共分散(Covariance)とは、2つの変数がどのように一緒に変動するかを示す統計量です。たとえば、「身長」と「体重」のように、ある変数が増加すると別の変数も増加する場合には正の共分散を持ちます。
逆に、ある変数が増えるともう一方が減る傾向がある場合は、負の共分散になります。もし全く関連がなければ共分散はゼロに近づきます。
共分散の計算式
2つの変数 \(X\) と \(Y\) の共分散は、以下の式で定義されます。
\[ \mathrm{Cov}(X, Y) = \frac{1}{n} \sum_{i=1}^{n}(x_i – \bar{x})(y_i – \bar{y}) \]
ここで:
- \(x_i, y_i\) は各データ点
- \(\bar{x}, \bar{y}\) はそれぞれの平均
- \(n\) はデータ数
サンプルデータに基づく推定では、分母を \(n-1\) にすることで不偏推定量となります。
\[ \mathrm{Cov}(X, Y) = \frac{1}{n-1} \sum_{i=1}^{n}(x_i – \bar{x})(y_i – \bar{y}) \]
共分散の具体例
以下は、5人の生徒についての「勉強時間」と「テスト点数」のデータです:
| 生徒 | 勉強時間 (時間) | テスト点数 |
|---|---|---|
| A | 1 | 50 |
| B | 2 | 60 |
| C | 3 | 65 |
| D | 4 | 70 |
| E | 5 | 85 |
平均勉強時間:\(\bar{x} = 3\)
平均テスト点数:\(\bar{y} = 66\)
共分散を求めると:
\[ \mathrm{Cov}(X, Y) = \frac{1}{5-1} \sum_{i=1}^{5}(x_i – 3)(y_i – 66) \]
計算結果:
\[ = \frac{1}{4} \left[(-2)(-16) + (-1)(-6) + (0)(-1) + (1)(4) + (2)(19)\right] = \frac{1}{4}(32 + 6 + 0 + 4 + 38) = \frac{80}{4} = 20 \]

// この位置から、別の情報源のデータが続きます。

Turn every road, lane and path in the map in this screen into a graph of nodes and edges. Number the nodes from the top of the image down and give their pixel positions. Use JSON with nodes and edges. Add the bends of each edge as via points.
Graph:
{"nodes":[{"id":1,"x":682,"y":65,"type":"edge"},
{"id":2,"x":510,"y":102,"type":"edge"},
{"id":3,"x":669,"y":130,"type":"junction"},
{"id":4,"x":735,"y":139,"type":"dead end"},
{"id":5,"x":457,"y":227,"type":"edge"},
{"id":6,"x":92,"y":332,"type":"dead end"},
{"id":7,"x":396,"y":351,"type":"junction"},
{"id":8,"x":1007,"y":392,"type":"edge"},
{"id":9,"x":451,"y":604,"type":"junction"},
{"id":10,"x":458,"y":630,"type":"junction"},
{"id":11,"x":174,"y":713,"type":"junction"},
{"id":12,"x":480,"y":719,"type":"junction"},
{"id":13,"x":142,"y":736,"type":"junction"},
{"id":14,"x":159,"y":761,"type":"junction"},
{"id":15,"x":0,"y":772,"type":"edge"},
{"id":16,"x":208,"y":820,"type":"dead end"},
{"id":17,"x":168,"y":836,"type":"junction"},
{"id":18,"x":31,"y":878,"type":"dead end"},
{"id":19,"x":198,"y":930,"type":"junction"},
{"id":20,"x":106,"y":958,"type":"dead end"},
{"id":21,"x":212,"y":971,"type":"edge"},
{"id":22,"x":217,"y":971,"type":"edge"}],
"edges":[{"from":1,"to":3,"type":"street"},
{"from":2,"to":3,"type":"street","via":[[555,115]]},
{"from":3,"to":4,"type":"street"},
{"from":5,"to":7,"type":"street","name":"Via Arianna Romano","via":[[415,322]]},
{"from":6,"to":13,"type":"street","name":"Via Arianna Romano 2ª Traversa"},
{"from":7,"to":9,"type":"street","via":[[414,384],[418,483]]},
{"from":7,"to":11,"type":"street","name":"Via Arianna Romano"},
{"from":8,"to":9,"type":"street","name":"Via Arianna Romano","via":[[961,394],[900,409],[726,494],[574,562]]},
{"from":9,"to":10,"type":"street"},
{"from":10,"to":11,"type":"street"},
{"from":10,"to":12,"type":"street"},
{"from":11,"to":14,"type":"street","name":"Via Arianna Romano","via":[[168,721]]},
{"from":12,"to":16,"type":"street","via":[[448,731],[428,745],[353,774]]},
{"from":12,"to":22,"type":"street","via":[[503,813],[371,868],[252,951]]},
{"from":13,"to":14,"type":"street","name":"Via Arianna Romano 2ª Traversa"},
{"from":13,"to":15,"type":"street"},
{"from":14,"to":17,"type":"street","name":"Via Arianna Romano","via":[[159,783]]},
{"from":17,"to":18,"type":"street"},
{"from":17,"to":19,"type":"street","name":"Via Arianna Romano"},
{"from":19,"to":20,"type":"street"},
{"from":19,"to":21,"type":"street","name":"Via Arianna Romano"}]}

共分散は 20 で、これは勉強時間とテスト点数に正の関係があることを示しています。
共分散の解釈と意味
共分散の値の符号に注目することで、変数間の関係を理解できます:
- 正の値:両変数は同じ方向に動く傾向(例:身長と体重)
- 負の値:一方が増えると他方が減る傾向(例:価格と需要)
- 0に近い:ほとんど関連がない(例:身長と郵便番号)
ただし、共分散の大きさは単位に依存するため、異なる変数の共分散の値を直接比較することはできません。
共分散行列とは?
複数の変数を同時に扱う場合、共分散を行列形式で整理したものが「共分散行列」です。
例えば、3つの変数 \(X_1, X_2, X_3\) があるとき、その共分散行列 \(\Sigma\) は次のようになります:
\[ \Sigma = \begin{bmatrix} \mathrm{Cov}(X_1, X_1) & \mathrm{Cov}(X_1, X_2) & \mathrm{Cov}(X_1, X_3) \\ \mathrm{Cov}(X_2, X_1) & \mathrm{Cov}(X_2, X_2) & \mathrm{Cov}(X_2, X_3) \\ \mathrm{Cov}(X_3, X_1) & \mathrm{Cov}(X_3, X_2) & \mathrm{Cov}(X_3, X_3) \\ \end{bmatrix} \]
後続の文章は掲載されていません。